En menant ses alliés à la conquête du monde, en tenant pendant deux siècles réunis sous ses enseignes : Étrusques, Samnites, Grecs et Ombriens ; en opposant, par d’importants privilèges, les habitants du sol italique aux habitants du sol provincial, Rome, à son insu, avait en effet formé ce que la France a contribué à faire des Italiens de nos jours, un grand peuple. — Quatre-vingts colonies répandues dans la péninsule y avaient porté[21] le sang, la langue, les mœurs de la race latine, sans v avoir étouffé cependant les idiomes indigènes ni les anciens souvenirs. Les diversités originelles s’étaient effacées, en même temps que l’oppression effaçait les diversités politiques. Par la communauté des intérêts et des souffrances, Rome avait réuni au-dessous d’elle tous les Italiens ; et, par elle, ils s’étaient reconnus tous frères. L’idée d’une patrie commune s’était peu à peu formée ; Scipion Émilien en avait prononcé le nom, et cette parole avait été entendue : du Pô au détroit de Messine, un long tressaillement y avait répondu.
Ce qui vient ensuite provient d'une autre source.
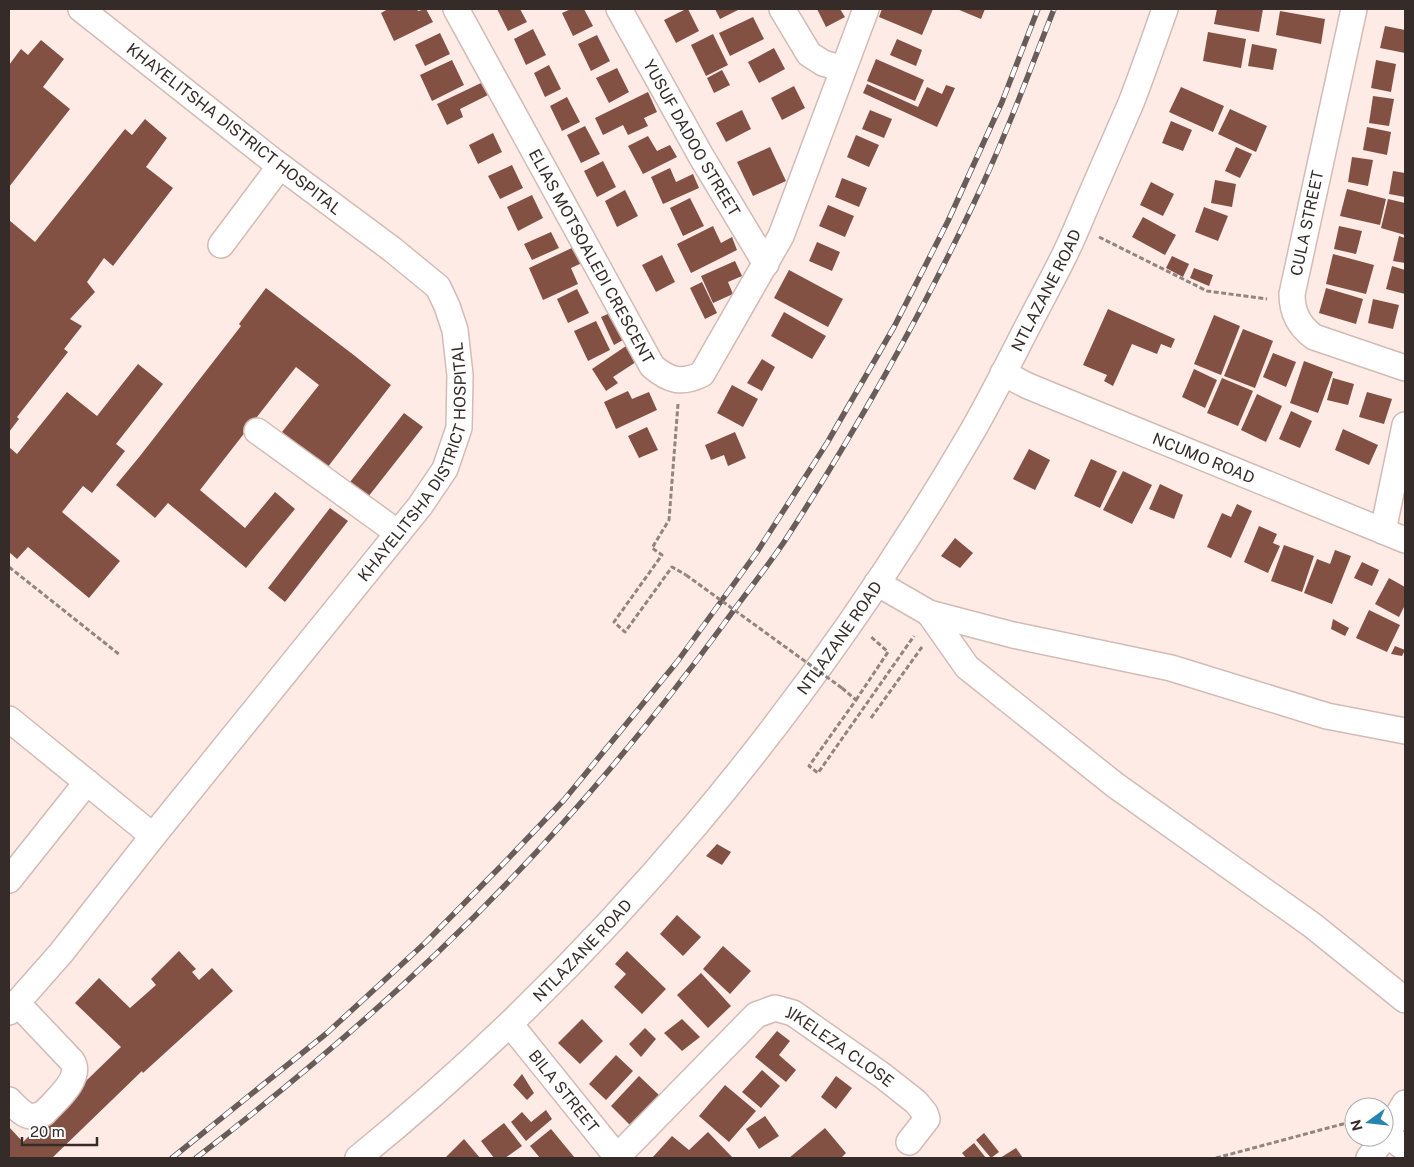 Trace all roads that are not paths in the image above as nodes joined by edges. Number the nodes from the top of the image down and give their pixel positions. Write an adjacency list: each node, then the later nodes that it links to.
1 (82, 9): 9 (street, KHAYELITSHA DISTRICT HOSPITAL)
2 (456, 9): 11 (street, ELIAS MOTSOALEDI CRESCENT)
3 (619, 9): 11 (street, YUSUF DADOO STREET)
4 (782, 9): 8 (street)
5 (866, 9): 8 (street)
6 (1165, 9): 13 (street, NTLAZANE ROAD)
7 (1354, 9): 12 (street, CULA STREET)
8 (843, 68): 11 (street)
9 (280, 166): 10 (street); 16 (street, KHAYELITSHA DISTRICT HOSPITAL)
10 (221, 245)
11 (766, 264)
12 (1405, 368)
13 (1003, 373): 17 (street, NCUMO ROAD); 18 (street, NTLAZANE ROAD)
14 (1405, 425): 17 (street)
15 (257, 431): 16 (street)
16 (398, 533): 23 (street, KHAYELITSHA DISTRICT HOSPITAL)
17 (1394, 536)
18 (877, 584): 19 (street); 27 (street, NTLAZANE ROAD)
19 (930, 613): 21 (street); 25 (street)
20 (9, 719): 22 (street)
21 (1405, 731)
22 (87, 782): 23 (street); 24 (street)
23 (153, 836): 26 (street, KHAYELITSHA DISTRICT HOSPITAL)
24 (9, 880)
25 (1405, 1000)
26 (13, 1008): 28 (street, KHAYELITSHA DISTRICT HOSPITAL)
27 (510, 1024): 32 (street, NTLAZANE ROAD); 33 (street, BILA STREET)
28 (9, 1100)
29 (1405, 1103): 31 (street)
30 (909, 1142): 33 (street, JIKELEZA CLOSE)
31 (1396, 1142): 34 (street)
32 (358, 1158)
33 (617, 1158)
34 (1369, 1158) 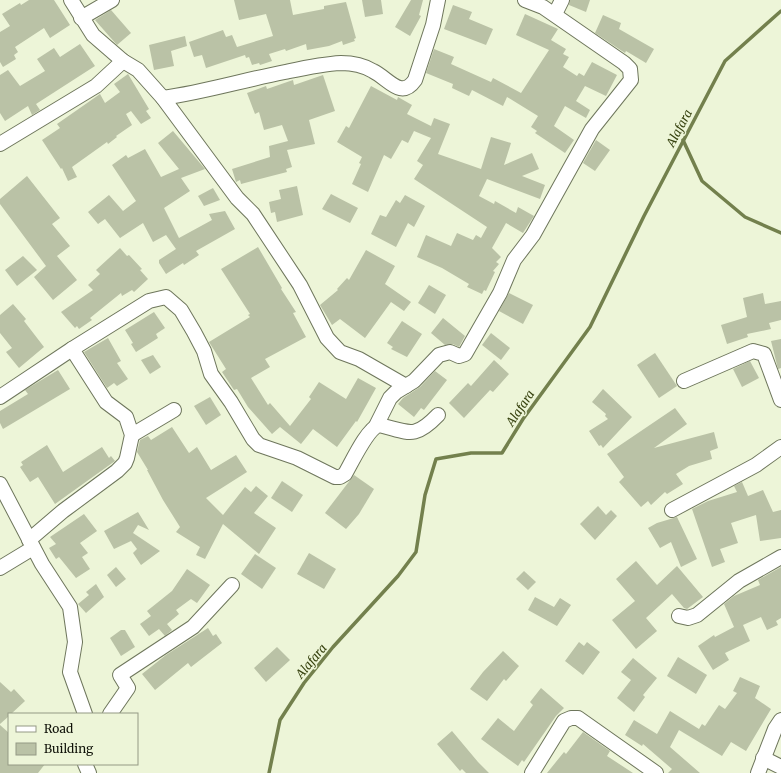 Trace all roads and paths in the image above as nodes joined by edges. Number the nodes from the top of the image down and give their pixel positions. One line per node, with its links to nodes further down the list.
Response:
1 (71, 0): 7 (street)
2 (112, 0): 7 (street)
3 (438, 0): 9 (street)
4 (525, 0): 6 (street)
5 (562, 0): 6 (street)
6 (555, 14): 13 (street)
7 (81, 18): 8 (street)
8 (123, 61): 9 (street); 10 (street)
9 (163, 98): 13 (street)
10 (0, 144)
11 (72, 349): 14 (street); 18 (street); 19 (street)
12 (684, 381): 15 (street)
13 (406, 386): 18 (street)
14 (0, 397)
15 (781, 400)
16 (174, 410): 19 (street)
17 (438, 415): 18 (street)
18 (376, 426)
19 (132, 435): 23 (street)
20 (781, 447): 22 (street)
21 (0, 484): 23 (street)
22 (672, 510)
23 (31, 544): 25 (street); 28 (street)
24 (781, 557): 27 (street)
25 (0, 568)
26 (232, 585): 29 (street)
27 (679, 616)
28 (85, 713)
29 (111, 713)
30 (781, 720): 31 (street)
31 (763, 758): 32 (street); 35 (street)
32 (781, 767)
33 (532, 773): 34 (street)
34 (656, 773)
35 (758, 773)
Nous avons dit quels furent peut-être les secrets desseins de Scipion et quel rôle les Italiens devaient y jouer ; sa mort arrêta tout ; après lui, le patronage des alliés passa aux chefs populaires. Les promesses de Fulvius amenèrent le soulèvement des Frégellans, que ce consul fut contraint d’abandonner pour une guerre dans la Gaule transalpine dont le sénat lui imposa la conduite. Caïus n’eut ni le temps ni le pouvoir de mener à bonne fin le vaste plan qu’il avait conçu. Marius ne proposa aucune réforme, mais il enrôla un grand nombre d’alliés dans ses légions, et il encouragea les espérances de tous, en donnant sur le champ de bataille de Verceil le droit de cité à mille Ombriens et à des habitants d’Iguvium et de Spolète[22]. On lui reprochait cet acte comme un empiétement sur la souveraineté du peuple. Le bruit des armes, dit-il, m’a empêché d’entendre la loi[23]. Autour de Saturninus, des Italiens avaient prononcé le nom de roi ; la mort de ce tribun, la réaction aristocratique qui suivit l’exil de Marius, trompèrent encore une fois leurs espérances, et les consuls de l’année 95 portèrent au comble l’exaspération des alliés, en chassant de la ville tous ceux qui s’y étaient fixés (loi Licinia-Mucia)[24]. Ce décret d’expulsion n’était pas le premier : nous avons parlé de ceux des années 187 et 177 ; plus récemment, le séjour de Ronce avait été interdit aux alliés, et l’on avait vu en l’année 125 le vieux père du consul Perperna repoussé, comme intrus, de la ville où son fils avait envoyé un roi prisonnier. Briser ainsi des habitudes établies, des affaires commencées, c’était vouloir la ruine de beaucoup, la haine de tous. Les Italiens sortirent de Rome en emportant au fond du cœur le besoin de se venger enfin de tant d’humiliations. Drusus essaya de les réconcilier avec Rome ; sa mort les décida à recourir aux armes, et deux historiens latins reconnaissent que leur cause avait pour elle la justice[25]. Les Marses se mirent à la tête du mouvement ; l’âme de la guerre fut leur compatriote, Pompedius Silo.

 

II. — PREMIÈRE ANNÉE DE LA GUERRE SOCIALE (90).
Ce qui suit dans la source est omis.